2) Descartes habla de experimentos, pero en realidad en base al contexto se ve


claramente que entiende las simples observaciones (que muchas veces ni siquiera hace, y
cuando las hace casi siempre son erróneas). Además, él dice claramente que los experimentos
solo pueden servir para establecer los particulares y no los principios básicos de la ciencia,
que deben ser deducidos de los principios de la filosofía y, por otro lado, son «así evidentes
que basta oír enunciarlos para aceptarlos» (Descartes 1637, Discurso del método).

3) Sí usa la matemática, pero sólo como modelo de su método deductivo y nunca como
instrumento (exactamente como los antiguos y al revés de Galileo).

4) Por fin, rechaza la autoridad, pero no porque piensa que todos pueden usar su método
(como pensaba Galileo), sino porque piensa que él solo puede realmente entenderlo.

Además, negando su método, Descartes llega por consiguiente a negar también las dos
principales características de la ciencia moderna fundada por Galileo: la de ser por su naturaleza un
trabajo común y la de ser por su naturaleza un trabajo abierto, en continuo progreso y en continua
evolución. Descartes, en cambio, piensa que ninguno pueda ayudarlo porque según él un trabajo
sale mejor cuando es obra de uno solo, y además porque los otros no pueden entender su método tan
bien como él, pues según él solo se entiende realmente lo que se descubre personalmente y no lo
que se aprende de otro. Además, Descartes está seguro de poder descubrir toda la ciencia natural
durante su vida, al punto que ya en 1637, en el Discurso, pretende haber ya hecho acerca del 60-
70% del trabajo (cf. Descartes 1637, Discurso del método).

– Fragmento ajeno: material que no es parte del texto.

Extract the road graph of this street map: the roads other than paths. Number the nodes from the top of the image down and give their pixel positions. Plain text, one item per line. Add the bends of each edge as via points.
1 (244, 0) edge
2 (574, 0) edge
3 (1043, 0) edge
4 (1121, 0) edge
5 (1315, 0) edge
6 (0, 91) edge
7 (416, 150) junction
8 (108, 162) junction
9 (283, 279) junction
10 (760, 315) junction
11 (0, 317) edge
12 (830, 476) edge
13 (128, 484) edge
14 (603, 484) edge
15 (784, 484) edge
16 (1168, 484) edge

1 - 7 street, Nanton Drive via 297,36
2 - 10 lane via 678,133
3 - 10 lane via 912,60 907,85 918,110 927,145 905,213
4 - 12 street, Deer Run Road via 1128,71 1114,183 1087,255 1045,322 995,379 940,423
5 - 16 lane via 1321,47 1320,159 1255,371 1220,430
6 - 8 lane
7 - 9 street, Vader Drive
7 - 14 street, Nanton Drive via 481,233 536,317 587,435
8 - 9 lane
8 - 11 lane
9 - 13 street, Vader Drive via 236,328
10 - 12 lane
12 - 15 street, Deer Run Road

Sin embargo, de hecho Descartes no dio ninguna contribución directa a la ciencia natural,
aunque dio algunas fundamentales (pero indirectas) con sus descubrimientos matemáticos
(especialmente los de la geometría analítica). Su física era completamente deductiva, no contenía
ni una fórmula matemática (al punto que cuando Newton quiso rechazarla tuvo que traducirla él
mismo en términos matemáticos) y se reveló no solo errónea, sino incluso contradictoria. Por fin,
tampoco descubrió (como a veces se pretende) ni el principio de la inercia (que, como hemos visto,
ya había sido establecido por obra de Galileo) ni el principio de acción y reacción (que será
establecido por obra de Newton), acerca del cual llegó a enunciar hasta 7 diferentes leyes, todas
9
erróneas y algunas incluso absurdas, como por ejemplo la cuarta, que dice: «Si el cuerpo C fuese
más grande que B, hasta poco, y fuese perfectamente inmóvil, […] con cualquier velocidad B
pudiese venir en contra de ello, nunca habría la fuerza para moverlo, sino que sería obligado a
rebotar hacia el mismo lado donde había venido» (Descartes 1644, Los principios de la filosofía).

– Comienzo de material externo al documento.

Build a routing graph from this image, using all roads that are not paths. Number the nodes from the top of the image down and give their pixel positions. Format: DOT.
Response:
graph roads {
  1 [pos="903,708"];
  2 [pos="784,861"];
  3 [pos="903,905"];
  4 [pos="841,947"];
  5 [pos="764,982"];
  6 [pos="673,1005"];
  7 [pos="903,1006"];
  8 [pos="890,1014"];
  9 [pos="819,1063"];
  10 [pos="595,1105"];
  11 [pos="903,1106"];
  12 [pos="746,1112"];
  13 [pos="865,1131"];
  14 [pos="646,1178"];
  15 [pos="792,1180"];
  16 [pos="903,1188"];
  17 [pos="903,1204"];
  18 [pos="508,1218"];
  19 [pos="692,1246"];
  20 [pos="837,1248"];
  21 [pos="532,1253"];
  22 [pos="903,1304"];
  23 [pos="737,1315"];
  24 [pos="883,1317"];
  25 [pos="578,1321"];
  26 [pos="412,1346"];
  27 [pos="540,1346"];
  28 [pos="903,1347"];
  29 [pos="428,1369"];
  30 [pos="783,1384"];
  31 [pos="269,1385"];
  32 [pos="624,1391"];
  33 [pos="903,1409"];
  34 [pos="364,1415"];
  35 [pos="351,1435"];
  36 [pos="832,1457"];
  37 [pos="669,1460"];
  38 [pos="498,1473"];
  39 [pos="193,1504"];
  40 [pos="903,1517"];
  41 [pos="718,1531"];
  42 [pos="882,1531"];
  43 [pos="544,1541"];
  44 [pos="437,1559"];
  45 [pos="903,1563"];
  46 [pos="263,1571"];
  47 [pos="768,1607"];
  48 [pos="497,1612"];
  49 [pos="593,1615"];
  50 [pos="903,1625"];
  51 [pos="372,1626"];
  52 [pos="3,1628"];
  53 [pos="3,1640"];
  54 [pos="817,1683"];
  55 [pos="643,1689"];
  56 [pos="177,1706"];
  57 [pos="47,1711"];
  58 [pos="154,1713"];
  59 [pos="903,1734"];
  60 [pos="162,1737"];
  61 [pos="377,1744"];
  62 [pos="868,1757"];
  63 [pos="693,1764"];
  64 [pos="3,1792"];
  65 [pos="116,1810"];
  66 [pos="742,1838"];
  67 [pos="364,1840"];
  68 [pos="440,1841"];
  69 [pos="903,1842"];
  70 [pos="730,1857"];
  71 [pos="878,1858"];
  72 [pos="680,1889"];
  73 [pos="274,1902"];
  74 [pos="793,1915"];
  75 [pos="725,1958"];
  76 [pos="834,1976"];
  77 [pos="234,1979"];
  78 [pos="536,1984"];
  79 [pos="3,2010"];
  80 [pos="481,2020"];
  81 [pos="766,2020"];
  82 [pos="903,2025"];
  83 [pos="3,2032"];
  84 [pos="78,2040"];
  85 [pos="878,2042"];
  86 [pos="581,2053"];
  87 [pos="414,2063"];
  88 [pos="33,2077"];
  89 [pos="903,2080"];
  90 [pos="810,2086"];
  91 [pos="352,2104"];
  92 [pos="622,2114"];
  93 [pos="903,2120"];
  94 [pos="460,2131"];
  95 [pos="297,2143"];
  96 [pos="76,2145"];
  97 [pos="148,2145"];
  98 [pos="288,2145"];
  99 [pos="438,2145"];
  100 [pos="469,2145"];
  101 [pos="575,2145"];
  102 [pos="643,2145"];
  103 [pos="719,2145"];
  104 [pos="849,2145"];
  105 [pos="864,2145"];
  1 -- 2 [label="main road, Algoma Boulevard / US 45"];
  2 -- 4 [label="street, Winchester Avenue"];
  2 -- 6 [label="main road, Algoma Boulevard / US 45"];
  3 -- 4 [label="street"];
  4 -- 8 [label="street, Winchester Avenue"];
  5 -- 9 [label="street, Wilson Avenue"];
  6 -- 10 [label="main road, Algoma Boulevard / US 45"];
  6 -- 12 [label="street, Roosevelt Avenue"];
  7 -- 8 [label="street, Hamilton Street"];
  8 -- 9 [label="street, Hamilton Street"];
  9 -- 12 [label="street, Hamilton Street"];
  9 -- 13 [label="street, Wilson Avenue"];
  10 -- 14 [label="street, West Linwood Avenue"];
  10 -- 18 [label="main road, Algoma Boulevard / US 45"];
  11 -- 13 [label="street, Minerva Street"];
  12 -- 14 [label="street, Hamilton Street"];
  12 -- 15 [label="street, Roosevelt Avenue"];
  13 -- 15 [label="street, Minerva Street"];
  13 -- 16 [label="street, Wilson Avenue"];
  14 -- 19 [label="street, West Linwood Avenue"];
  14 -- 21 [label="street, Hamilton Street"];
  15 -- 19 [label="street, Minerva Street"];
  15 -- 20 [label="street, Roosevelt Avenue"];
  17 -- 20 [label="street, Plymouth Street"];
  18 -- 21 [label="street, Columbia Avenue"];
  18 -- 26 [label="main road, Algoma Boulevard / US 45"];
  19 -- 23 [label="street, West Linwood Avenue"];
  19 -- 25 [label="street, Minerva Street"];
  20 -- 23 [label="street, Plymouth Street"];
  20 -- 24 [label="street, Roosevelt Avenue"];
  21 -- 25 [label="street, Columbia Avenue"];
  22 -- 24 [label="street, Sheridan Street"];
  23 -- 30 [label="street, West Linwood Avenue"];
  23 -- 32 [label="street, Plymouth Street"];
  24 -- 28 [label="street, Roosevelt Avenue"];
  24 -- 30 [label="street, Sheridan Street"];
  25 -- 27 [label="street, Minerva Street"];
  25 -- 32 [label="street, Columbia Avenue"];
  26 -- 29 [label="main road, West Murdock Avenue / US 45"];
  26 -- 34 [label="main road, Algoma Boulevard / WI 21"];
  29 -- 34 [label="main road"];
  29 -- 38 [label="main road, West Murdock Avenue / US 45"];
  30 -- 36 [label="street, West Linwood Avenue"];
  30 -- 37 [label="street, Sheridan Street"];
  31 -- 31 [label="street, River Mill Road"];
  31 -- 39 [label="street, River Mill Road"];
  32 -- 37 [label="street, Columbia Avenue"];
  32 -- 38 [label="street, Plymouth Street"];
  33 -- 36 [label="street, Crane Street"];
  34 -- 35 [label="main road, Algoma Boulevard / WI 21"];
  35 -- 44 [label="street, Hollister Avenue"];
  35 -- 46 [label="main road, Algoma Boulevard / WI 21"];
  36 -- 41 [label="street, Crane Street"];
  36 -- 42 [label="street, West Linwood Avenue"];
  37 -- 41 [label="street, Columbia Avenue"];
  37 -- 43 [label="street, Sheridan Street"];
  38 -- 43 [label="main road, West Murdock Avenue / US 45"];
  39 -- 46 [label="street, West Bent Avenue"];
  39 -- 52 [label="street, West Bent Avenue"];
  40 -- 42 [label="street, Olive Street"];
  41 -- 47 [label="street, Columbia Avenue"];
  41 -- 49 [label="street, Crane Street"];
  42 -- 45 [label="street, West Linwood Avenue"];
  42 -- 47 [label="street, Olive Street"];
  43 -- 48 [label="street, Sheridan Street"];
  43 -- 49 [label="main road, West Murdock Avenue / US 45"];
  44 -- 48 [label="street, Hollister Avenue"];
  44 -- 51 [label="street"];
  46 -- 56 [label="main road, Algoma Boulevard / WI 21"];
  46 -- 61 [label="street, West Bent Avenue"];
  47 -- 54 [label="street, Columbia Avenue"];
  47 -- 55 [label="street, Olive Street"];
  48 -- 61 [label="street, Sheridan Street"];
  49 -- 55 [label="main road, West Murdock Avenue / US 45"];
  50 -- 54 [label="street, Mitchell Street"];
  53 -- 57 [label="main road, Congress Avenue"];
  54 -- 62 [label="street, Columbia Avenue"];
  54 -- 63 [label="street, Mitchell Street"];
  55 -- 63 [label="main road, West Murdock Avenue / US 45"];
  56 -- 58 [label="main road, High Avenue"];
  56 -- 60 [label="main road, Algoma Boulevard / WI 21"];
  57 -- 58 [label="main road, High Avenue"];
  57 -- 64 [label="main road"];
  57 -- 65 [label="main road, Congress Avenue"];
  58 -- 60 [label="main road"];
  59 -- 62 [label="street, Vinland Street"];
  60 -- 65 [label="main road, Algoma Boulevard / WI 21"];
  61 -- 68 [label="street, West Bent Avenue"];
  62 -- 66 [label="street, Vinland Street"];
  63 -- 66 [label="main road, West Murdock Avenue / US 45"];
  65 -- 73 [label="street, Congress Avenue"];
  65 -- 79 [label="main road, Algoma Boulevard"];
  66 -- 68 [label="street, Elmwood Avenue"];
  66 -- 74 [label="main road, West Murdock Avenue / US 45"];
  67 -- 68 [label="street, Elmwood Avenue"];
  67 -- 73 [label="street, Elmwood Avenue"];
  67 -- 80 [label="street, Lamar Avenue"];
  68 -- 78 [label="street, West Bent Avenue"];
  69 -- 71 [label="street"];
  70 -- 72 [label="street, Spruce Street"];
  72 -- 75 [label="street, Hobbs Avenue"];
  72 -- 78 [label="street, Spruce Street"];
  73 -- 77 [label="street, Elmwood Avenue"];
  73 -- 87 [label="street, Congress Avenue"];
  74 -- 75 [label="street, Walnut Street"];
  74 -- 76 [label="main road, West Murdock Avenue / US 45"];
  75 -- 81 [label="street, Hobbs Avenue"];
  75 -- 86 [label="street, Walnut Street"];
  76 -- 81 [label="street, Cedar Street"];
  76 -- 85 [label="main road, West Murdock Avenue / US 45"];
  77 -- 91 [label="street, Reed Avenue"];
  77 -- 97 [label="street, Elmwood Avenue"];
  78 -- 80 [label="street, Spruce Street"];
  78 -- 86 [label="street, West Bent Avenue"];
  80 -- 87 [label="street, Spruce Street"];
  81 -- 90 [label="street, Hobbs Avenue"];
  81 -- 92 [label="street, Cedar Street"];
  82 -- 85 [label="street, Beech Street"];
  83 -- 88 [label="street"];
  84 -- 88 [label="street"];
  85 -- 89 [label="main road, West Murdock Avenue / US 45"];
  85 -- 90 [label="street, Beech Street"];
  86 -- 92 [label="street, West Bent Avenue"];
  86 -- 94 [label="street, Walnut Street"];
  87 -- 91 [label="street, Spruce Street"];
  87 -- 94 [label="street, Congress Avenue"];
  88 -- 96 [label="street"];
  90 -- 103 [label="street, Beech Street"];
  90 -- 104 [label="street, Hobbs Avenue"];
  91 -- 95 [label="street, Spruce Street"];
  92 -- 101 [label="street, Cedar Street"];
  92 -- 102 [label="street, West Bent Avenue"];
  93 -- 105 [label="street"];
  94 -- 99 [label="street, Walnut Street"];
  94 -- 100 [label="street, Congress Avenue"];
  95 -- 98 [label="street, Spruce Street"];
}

Claramente la pregunta nace espontánea: ¿cómo es posible que Descartes haya llegado a decir
cosas como estas, que no solo son erróneas, sino que son tan claramente absurdas? Pero por una vez
no es necesario hacer ningún esfuerzo de interpretación, pues nos lo dice él mismo poco después.
Todo nace del radical rechazo del valor de la experiencia sensible: «Y las demostraciones de todo
esto son así ciertas, que incluso si la experiencia parecería hacernos ver lo contrario, no obstante
deberíamos creer más a nuestra razón que a nuestros sentidos» (Descartes 1644, Los principios de
la filosofía). Y ¿éste sería el padre de la ciencia experimental?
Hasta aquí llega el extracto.